Information supplied below:

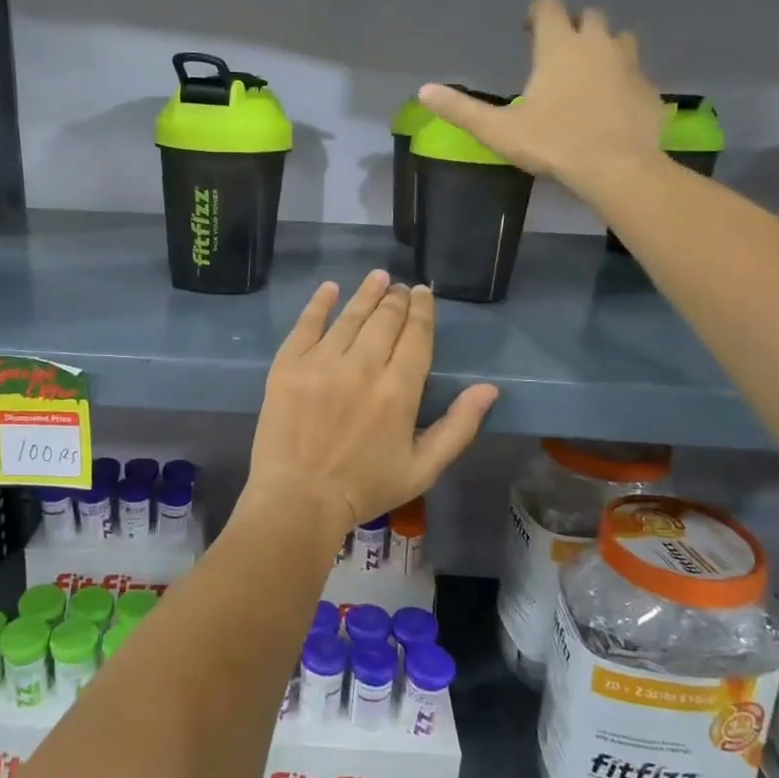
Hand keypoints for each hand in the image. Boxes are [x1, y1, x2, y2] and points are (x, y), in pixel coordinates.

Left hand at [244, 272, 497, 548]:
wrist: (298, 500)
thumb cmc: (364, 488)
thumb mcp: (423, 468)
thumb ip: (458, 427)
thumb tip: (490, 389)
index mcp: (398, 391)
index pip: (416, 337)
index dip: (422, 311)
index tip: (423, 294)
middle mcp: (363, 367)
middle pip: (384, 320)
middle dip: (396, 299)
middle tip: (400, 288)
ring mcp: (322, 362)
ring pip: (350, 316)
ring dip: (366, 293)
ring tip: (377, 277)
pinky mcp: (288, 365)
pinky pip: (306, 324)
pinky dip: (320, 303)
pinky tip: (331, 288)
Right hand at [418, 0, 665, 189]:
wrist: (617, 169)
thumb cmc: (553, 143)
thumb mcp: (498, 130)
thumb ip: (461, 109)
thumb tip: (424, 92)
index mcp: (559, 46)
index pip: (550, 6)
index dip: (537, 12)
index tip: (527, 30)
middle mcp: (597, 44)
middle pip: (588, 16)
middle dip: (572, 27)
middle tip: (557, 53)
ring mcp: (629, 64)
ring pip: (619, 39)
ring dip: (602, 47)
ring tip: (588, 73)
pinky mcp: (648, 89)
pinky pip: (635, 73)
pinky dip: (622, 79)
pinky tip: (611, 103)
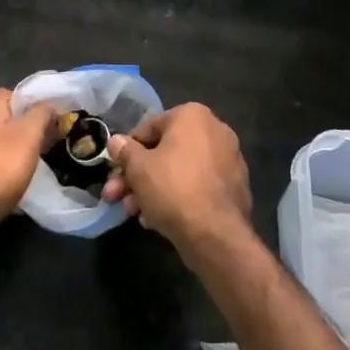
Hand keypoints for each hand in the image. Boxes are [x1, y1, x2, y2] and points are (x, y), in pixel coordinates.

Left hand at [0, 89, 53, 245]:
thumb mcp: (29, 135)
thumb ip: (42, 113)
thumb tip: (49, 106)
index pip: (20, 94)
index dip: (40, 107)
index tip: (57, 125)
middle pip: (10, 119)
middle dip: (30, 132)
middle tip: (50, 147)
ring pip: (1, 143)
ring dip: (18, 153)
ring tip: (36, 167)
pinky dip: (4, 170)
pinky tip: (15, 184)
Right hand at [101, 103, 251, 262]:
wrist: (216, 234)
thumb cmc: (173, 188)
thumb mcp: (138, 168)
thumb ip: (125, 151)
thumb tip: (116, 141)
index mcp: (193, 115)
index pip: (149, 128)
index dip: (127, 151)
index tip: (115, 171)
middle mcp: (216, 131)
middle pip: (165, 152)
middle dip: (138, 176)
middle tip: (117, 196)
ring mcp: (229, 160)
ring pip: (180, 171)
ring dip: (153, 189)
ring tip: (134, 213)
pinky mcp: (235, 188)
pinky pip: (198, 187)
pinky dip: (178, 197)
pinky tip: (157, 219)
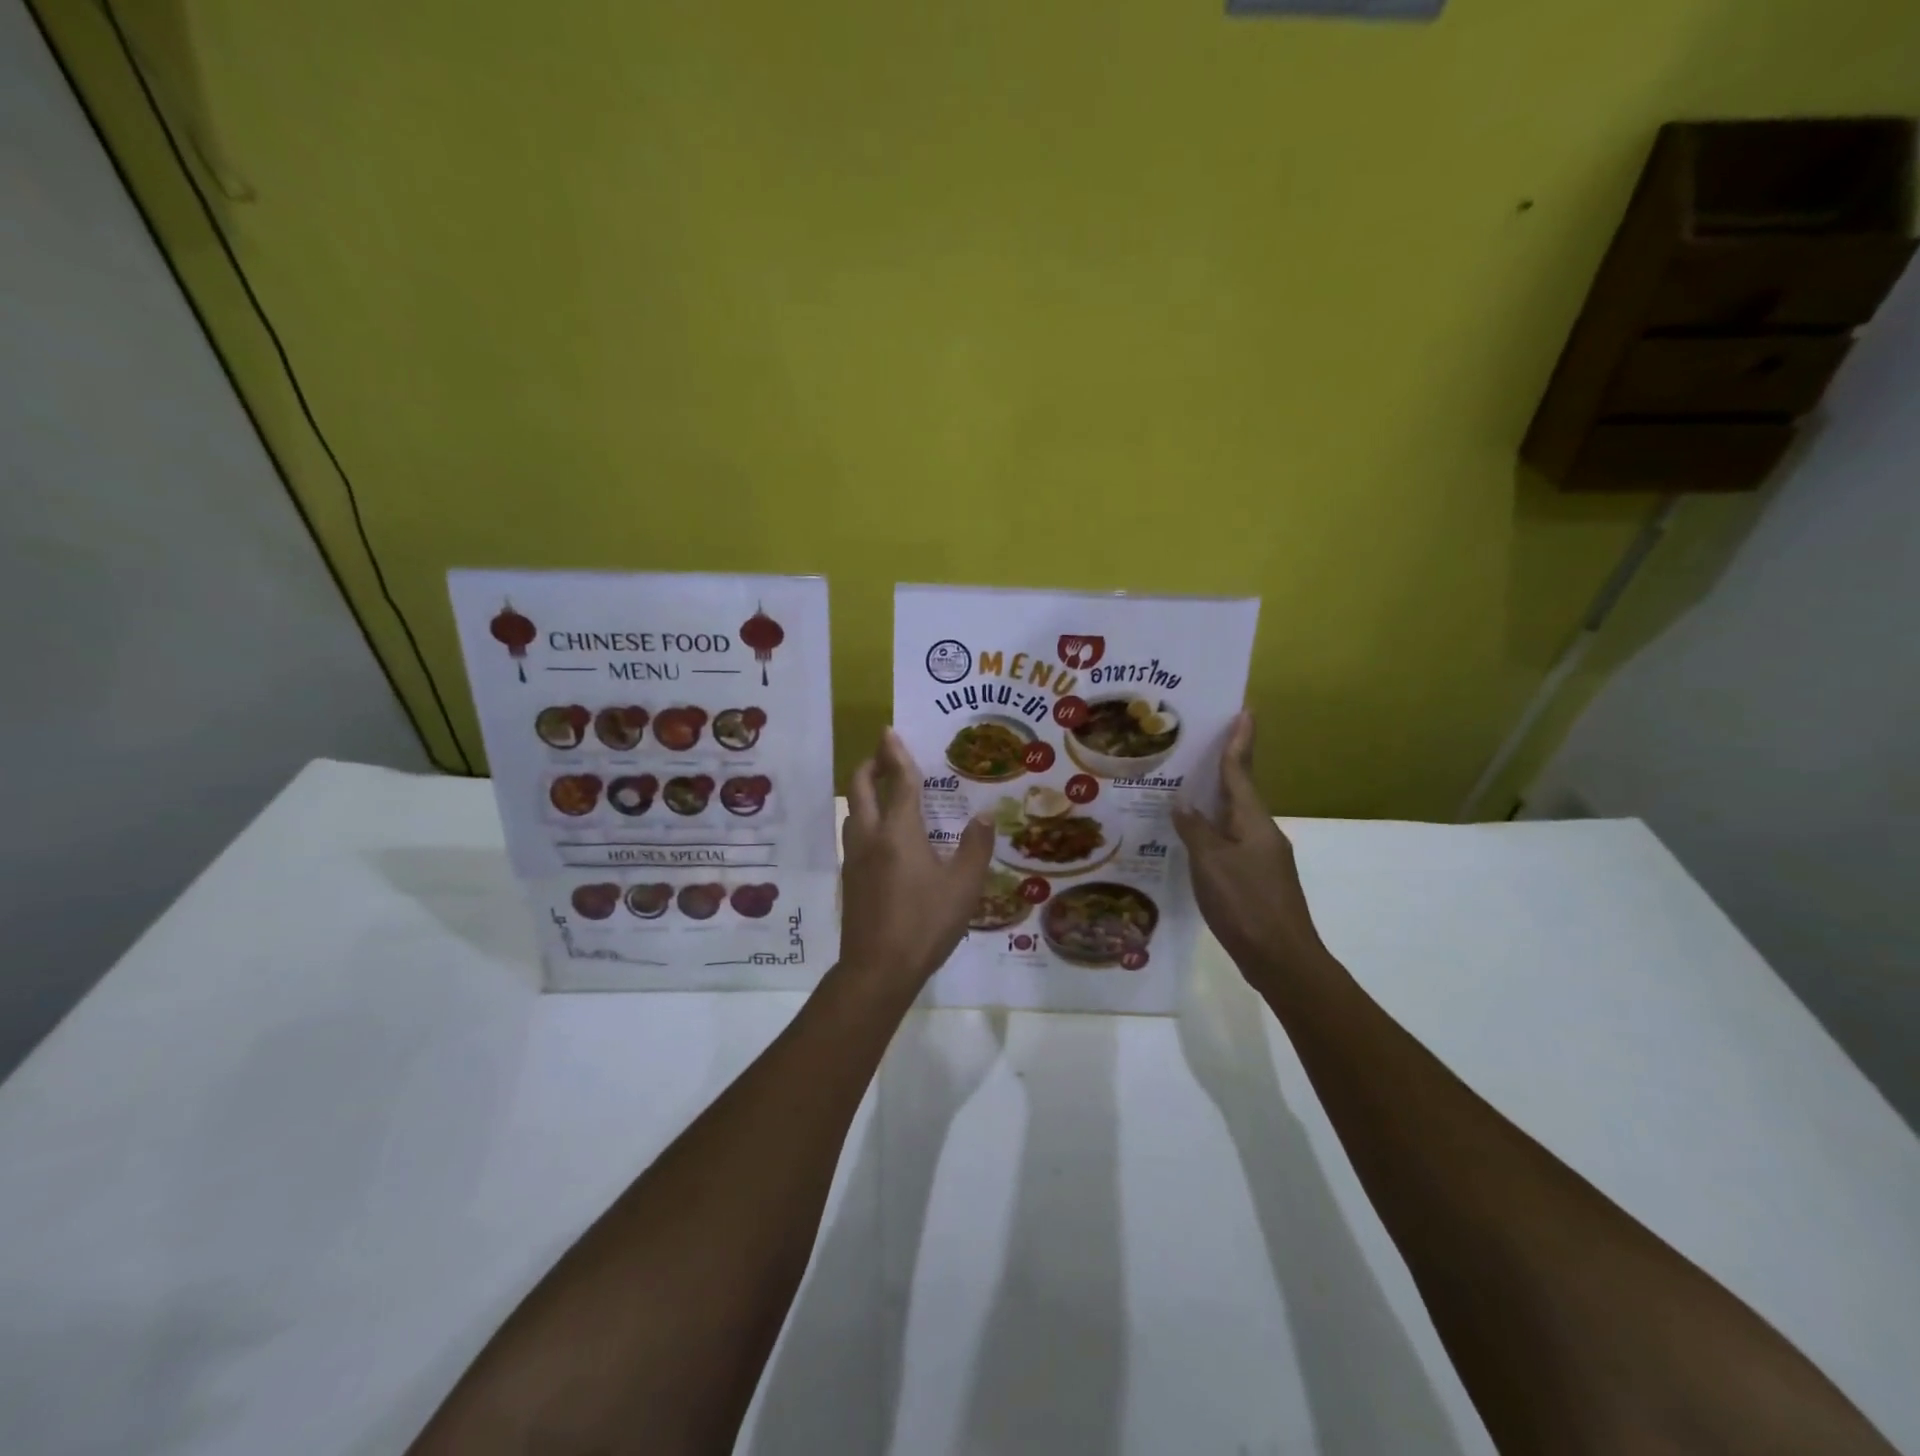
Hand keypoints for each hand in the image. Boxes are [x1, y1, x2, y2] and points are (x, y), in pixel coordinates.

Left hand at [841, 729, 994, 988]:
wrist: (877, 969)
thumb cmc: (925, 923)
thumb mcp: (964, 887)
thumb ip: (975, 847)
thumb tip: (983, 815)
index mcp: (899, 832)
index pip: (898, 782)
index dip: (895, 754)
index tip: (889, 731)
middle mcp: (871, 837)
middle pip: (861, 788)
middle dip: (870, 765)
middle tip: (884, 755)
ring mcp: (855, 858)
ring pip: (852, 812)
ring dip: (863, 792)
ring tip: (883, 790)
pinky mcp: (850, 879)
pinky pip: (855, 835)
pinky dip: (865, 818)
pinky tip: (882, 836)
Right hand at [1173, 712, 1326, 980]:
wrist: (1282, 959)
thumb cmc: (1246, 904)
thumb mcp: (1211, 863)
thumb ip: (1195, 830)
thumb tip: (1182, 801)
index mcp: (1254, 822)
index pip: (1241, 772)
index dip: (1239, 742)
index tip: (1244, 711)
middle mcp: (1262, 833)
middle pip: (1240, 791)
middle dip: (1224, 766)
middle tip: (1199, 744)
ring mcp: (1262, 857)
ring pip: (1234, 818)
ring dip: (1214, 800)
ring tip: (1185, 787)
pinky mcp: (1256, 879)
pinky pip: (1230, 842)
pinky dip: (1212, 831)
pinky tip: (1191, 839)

End of Information supplied.

→ Task instructions: What lines above run from the one with "ring tip: (134, 213)" to the one with "index tip: (1244, 711)"? Give them again exactly, ends included, and leave the pictures out.

→ Answer space:
ring tip: (134, 213)
pinky mcp: (235, 188)
pinky pip: (198, 187)
pinky dip: (178, 197)
pinky tip: (157, 219)
Hand keypoints for each hand in the image. Boxes are [x1, y1, x2, y2] and points are (x, y), in pixel coordinates.

Left hand at [841, 729, 994, 988]:
wrist: (877, 969)
thumb cmc: (925, 923)
thumb mcp: (964, 887)
thumb ip: (975, 847)
thumb tip: (983, 815)
index mcp: (899, 832)
index pip: (898, 782)
index dip: (895, 754)
index tip: (889, 731)
middle mcp: (871, 837)
middle pip: (861, 788)
middle dip: (870, 765)
middle tip: (884, 755)
ring mcp: (855, 858)
ring pip: (852, 812)
ring dip: (863, 792)
ring tip: (883, 790)
pinky mcp: (850, 879)
pinky pip: (855, 835)
pinky dip: (865, 818)
pinky tip: (882, 836)
Right hand at [1173, 712, 1326, 980]:
wrist: (1282, 959)
thumb cmc: (1246, 904)
thumb mcp: (1211, 863)
thumb ip: (1195, 830)
thumb tip: (1182, 801)
index mcp: (1254, 822)
index pip: (1241, 772)
index dip: (1239, 742)
index tip: (1244, 711)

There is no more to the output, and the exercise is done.